Employers are enthusiastic that effective new drugs to address obesity are now available but are distraught by their exceptionally high-cost impact. The GLP-1 class of obesity medicines can lead to 15% to 20% body weight loss, which can dramatically decrease health risks. However, Wegovy (semaglutide) and Mounjaro (tirzepatide) retail for over $16,000 and cost employers close to $10,000 annually even after discounts and rebates. Facing rising costs, employers are re-examining their strategies to support employees to address obesity and cardiometabolic syndrome.
Providing support to employees in this area can be challenging, as obesity is influenced by many factors. Obese individuals rarely lose more than 6% of their weight without medical or surgical intervention. Bariatric surgery is expensive and has been performed on less than 1% of those who are obese. Semaglutide and tirzepatide are highly effective but are currently only covered by 38% of employers. Three quarters (74%) of employers that provide GLP-1 coverage have, or are considering, access restrictions such as raised BMI thresholds, coverage or treatment limits or requiring step therapy with behavioral modification programs.

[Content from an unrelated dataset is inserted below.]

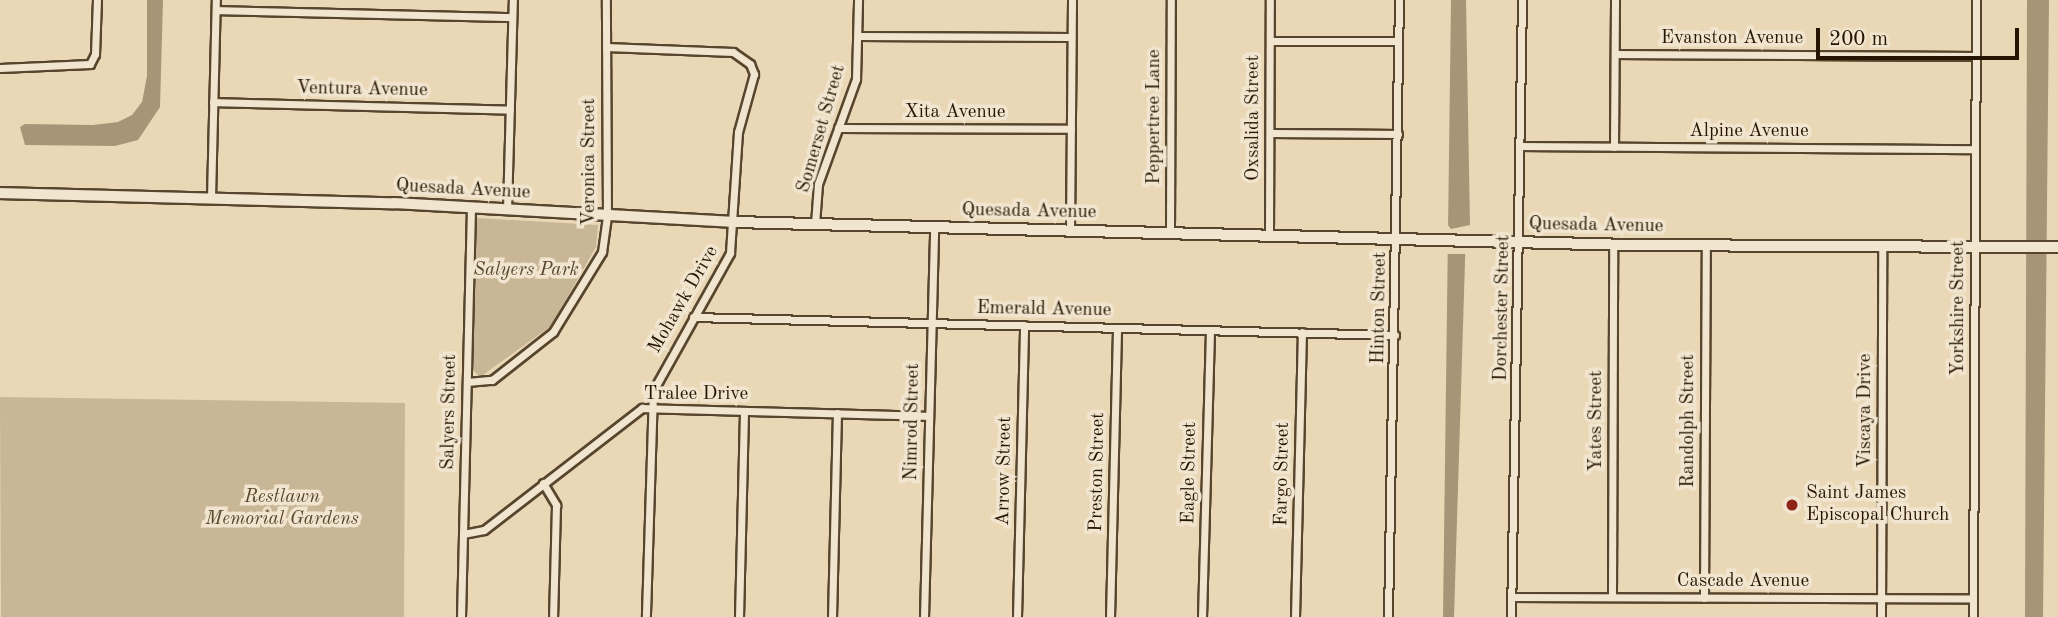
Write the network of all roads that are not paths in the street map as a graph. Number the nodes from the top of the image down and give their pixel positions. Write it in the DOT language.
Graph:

Lifestyle modifications alone to control obesity have historically been ineffective at the population level. Despite that, there are a range of lifestyle modification programs of varying efficacy being sold to employers and directly to consumers. Employers are faced with unappealing choices: continue to promote lower-cost lifestyle interventions that are of minimal efficacy, allow generous but costly coverage for GLP-1s for obesity, or combine lifestyle programs with GLP-1s with an unknown impact on total cost.